_THE TASK_.
Would you repeat the entries below word for word and omit the pictures?

_EXTRACTED DATA_.
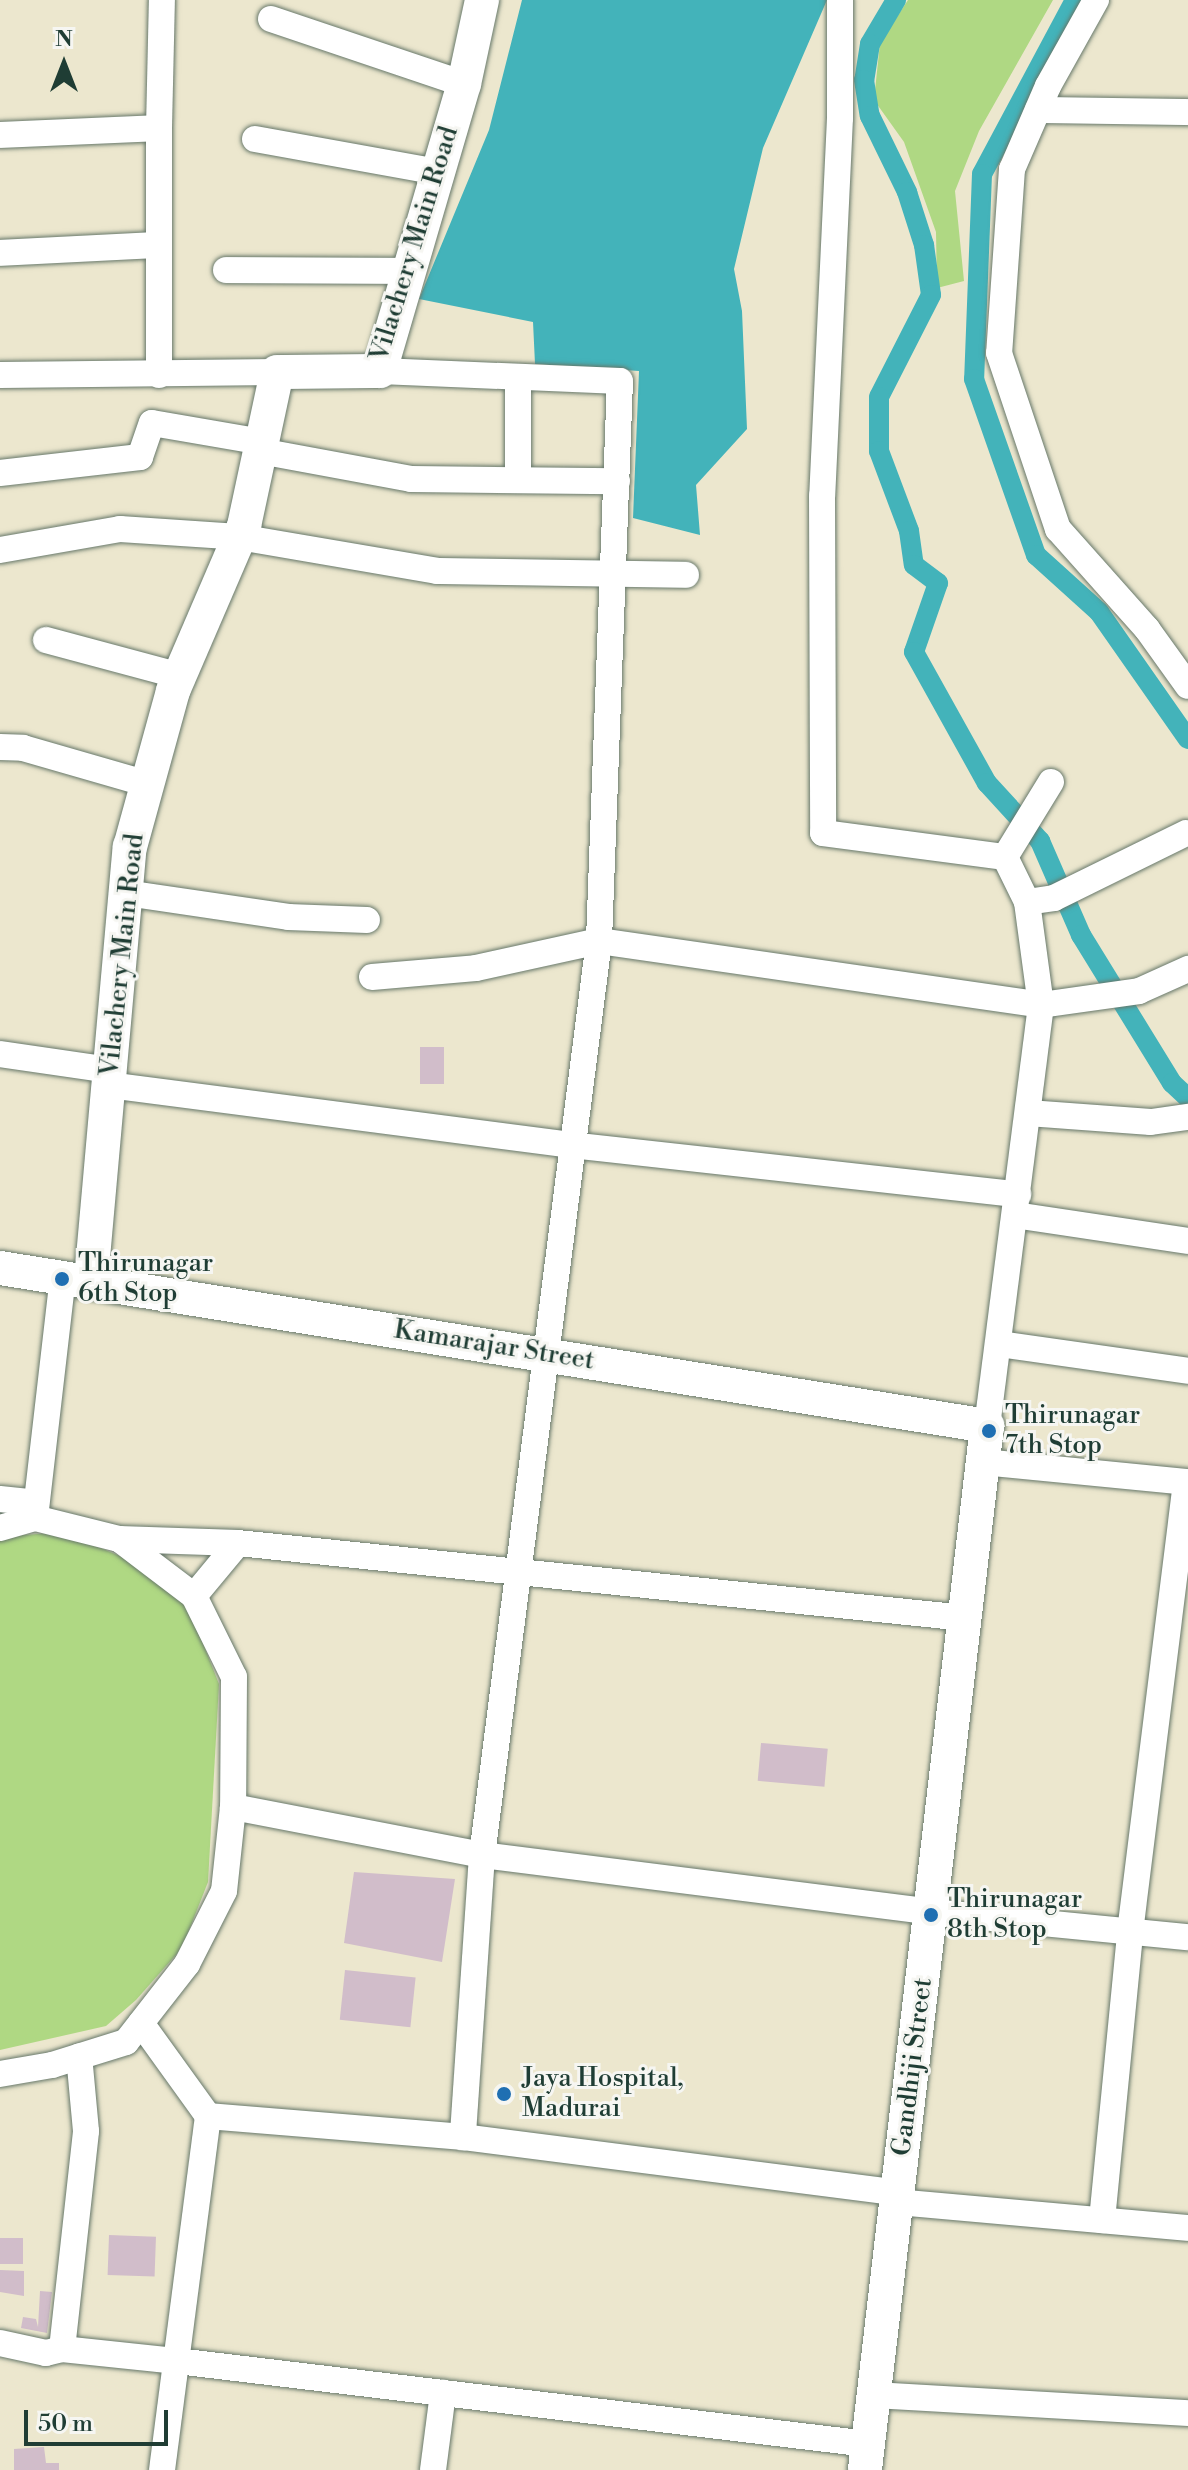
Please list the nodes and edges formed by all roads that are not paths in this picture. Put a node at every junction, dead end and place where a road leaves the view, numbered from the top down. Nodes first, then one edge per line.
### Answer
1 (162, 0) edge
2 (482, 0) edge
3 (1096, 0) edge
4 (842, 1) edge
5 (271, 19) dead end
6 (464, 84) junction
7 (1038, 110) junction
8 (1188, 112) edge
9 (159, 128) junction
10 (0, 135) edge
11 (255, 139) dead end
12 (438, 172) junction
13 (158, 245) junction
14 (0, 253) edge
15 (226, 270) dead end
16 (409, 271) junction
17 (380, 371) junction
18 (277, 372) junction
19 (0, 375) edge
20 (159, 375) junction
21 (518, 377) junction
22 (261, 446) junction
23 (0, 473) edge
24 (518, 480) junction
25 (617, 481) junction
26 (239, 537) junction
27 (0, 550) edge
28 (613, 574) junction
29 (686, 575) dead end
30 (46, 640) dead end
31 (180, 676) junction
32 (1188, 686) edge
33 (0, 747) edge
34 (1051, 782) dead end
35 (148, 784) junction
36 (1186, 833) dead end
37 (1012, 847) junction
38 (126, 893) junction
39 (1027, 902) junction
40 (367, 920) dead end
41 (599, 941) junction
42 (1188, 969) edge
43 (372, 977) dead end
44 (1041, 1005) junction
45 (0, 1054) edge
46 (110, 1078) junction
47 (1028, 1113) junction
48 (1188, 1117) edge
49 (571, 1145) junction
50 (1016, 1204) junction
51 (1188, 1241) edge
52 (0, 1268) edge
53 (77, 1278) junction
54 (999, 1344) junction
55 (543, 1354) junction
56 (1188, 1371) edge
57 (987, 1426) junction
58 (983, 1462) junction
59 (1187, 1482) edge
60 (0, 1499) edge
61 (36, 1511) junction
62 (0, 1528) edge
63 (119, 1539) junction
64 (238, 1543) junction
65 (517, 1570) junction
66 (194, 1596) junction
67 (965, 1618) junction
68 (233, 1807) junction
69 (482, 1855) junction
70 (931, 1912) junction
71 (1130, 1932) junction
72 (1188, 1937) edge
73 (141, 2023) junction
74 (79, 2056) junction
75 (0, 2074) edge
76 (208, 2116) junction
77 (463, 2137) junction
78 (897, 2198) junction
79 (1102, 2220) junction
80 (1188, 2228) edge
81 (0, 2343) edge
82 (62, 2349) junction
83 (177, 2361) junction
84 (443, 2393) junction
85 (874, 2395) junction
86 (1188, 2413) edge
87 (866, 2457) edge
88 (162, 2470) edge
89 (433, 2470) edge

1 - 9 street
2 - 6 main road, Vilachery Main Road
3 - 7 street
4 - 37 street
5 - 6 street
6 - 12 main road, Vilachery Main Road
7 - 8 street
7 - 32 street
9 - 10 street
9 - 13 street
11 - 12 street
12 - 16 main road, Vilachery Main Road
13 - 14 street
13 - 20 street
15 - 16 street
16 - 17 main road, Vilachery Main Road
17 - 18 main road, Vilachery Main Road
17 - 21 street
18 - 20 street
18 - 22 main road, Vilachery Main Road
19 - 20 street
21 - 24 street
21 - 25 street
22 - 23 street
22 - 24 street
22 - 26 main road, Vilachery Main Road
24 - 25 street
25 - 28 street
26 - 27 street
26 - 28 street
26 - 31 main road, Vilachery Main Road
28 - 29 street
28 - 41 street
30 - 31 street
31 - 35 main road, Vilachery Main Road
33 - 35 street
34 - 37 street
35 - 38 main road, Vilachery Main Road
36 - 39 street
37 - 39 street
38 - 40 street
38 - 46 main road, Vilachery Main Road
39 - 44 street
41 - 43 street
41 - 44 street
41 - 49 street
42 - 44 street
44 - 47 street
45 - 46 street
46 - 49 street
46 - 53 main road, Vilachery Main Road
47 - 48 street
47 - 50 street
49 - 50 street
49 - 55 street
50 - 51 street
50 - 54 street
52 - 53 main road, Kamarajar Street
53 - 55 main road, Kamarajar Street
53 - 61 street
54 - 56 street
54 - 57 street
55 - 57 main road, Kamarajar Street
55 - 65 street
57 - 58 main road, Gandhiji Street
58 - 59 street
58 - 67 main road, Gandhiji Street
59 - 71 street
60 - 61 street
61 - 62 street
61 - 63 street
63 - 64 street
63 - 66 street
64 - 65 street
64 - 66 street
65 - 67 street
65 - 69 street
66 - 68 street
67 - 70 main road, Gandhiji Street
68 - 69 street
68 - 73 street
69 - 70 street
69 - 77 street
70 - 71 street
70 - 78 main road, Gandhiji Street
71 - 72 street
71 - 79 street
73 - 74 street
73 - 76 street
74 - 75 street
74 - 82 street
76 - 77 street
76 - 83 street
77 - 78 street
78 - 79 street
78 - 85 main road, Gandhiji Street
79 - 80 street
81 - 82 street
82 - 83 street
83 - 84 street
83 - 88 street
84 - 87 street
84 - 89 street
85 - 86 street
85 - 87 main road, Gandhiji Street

_TASK RESPONSE_.
Please list the nodes and edges formed by all roads that are not paths in this picture. Put a node at every junction, dead end and place where a road leaves the view, numbered from the top down. Nodes first, then one edge per line.
### Answer
1 (162, 0) edge
2 (482, 0) edge
3 (1096, 0) edge
4 (842, 1) edge
5 (271, 19) dead end
6 (464, 84) junction
7 (1038, 110) junction
8 (1188, 112) edge
9 (159, 128) junction
10 (0, 135) edge
11 (255, 139) dead end
12 (438, 172) junction
13 (158, 245) junction
14 (0, 253) edge
15 (226, 270) dead end
16 (409, 271) junction
17 (380, 371) junction
18 (277, 372) junction
19 (0, 375) edge
20 (159, 375) junction
21 (518, 377) junction
22 (261, 446) junction
23 (0, 473) edge
24 (518, 480) junction
25 (617, 481) junction
26 (239, 537) junction
27 (0, 550) edge
28 (613, 574) junction
29 (686, 575) dead end
30 (46, 640) dead end
31 (180, 676) junction
32 (1188, 686) edge
33 (0, 747) edge
34 (1051, 782) dead end
35 (148, 784) junction
36 (1186, 833) dead end
37 (1012, 847) junction
38 (126, 893) junction
39 (1027, 902) junction
40 (367, 920) dead end
41 (599, 941) junction
42 (1188, 969) edge
43 (372, 977) dead end
44 (1041, 1005) junction
45 (0, 1054) edge
46 (110, 1078) junction
47 (1028, 1113) junction
48 (1188, 1117) edge
49 (571, 1145) junction
50 (1016, 1204) junction
51 (1188, 1241) edge
52 (0, 1268) edge
53 (77, 1278) junction
54 (999, 1344) junction
55 (543, 1354) junction
56 (1188, 1371) edge
57 (987, 1426) junction
58 (983, 1462) junction
59 (1187, 1482) edge
60 (0, 1499) edge
61 (36, 1511) junction
62 (0, 1528) edge
63 (119, 1539) junction
64 (238, 1543) junction
65 (517, 1570) junction
66 (194, 1596) junction
67 (965, 1618) junction
68 (233, 1807) junction
69 (482, 1855) junction
70 (931, 1912) junction
71 (1130, 1932) junction
72 (1188, 1937) edge
73 (141, 2023) junction
74 (79, 2056) junction
75 (0, 2074) edge
76 (208, 2116) junction
77 (463, 2137) junction
78 (897, 2198) junction
79 (1102, 2220) junction
80 (1188, 2228) edge
81 (0, 2343) edge
82 (62, 2349) junction
83 (177, 2361) junction
84 (443, 2393) junction
85 (874, 2395) junction
86 (1188, 2413) edge
87 (866, 2457) edge
88 (162, 2470) edge
89 (433, 2470) edge

1 - 9 street
2 - 6 main road, Vilachery Main Road
3 - 7 street
4 - 37 street
5 - 6 street
6 - 12 main road, Vilachery Main Road
7 - 8 street
7 - 32 street
9 - 10 street
9 - 13 street
11 - 12 street
12 - 16 main road, Vilachery Main Road
13 - 14 street
13 - 20 street
15 - 16 street
16 - 17 main road, Vilachery Main Road
17 - 18 main road, Vilachery Main Road
17 - 21 street
18 - 20 street
18 - 22 main road, Vilachery Main Road
19 - 20 street
21 - 24 street
21 - 25 street
22 - 23 street
22 - 24 street
22 - 26 main road, Vilachery Main Road
24 - 25 street
25 - 28 street
26 - 27 street
26 - 28 street
26 - 31 main road, Vilachery Main Road
28 - 29 street
28 - 41 street
30 - 31 street
31 - 35 main road, Vilachery Main Road
33 - 35 street
34 - 37 street
35 - 38 main road, Vilachery Main Road
36 - 39 street
37 - 39 street
38 - 40 street
38 - 46 main road, Vilachery Main Road
39 - 44 street
41 - 43 street
41 - 44 street
41 - 49 street
42 - 44 street
44 - 47 street
45 - 46 street
46 - 49 street
46 - 53 main road, Vilachery Main Road
47 - 48 street
47 - 50 street
49 - 50 street
49 - 55 street
50 - 51 street
50 - 54 street
52 - 53 main road, Kamarajar Street
53 - 55 main road, Kamarajar Street
53 - 61 street
54 - 56 street
54 - 57 street
55 - 57 main road, Kamarajar Street
55 - 65 street
57 - 58 main road, Gandhiji Street
58 - 59 street
58 - 67 main road, Gandhiji Street
59 - 71 street
60 - 61 street
61 - 62 street
61 - 63 street
63 - 64 street
63 - 66 street
64 - 65 street
64 - 66 street
65 - 67 street
65 - 69 street
66 - 68 street
67 - 70 main road, Gandhiji Street
68 - 69 street
68 - 73 street
69 - 70 street
69 - 77 street
70 - 71 street
70 - 78 main road, Gandhiji Street
71 - 72 street
71 - 79 street
73 - 74 street
73 - 76 street
74 - 75 street
74 - 82 street
76 - 77 street
76 - 83 street
77 - 78 street
78 - 79 street
78 - 85 main road, Gandhiji Street
79 - 80 street
81 - 82 street
82 - 83 street
83 - 84 street
83 - 88 street
84 - 87 street
84 - 89 street
85 - 86 street
85 - 87 main road, Gandhiji Street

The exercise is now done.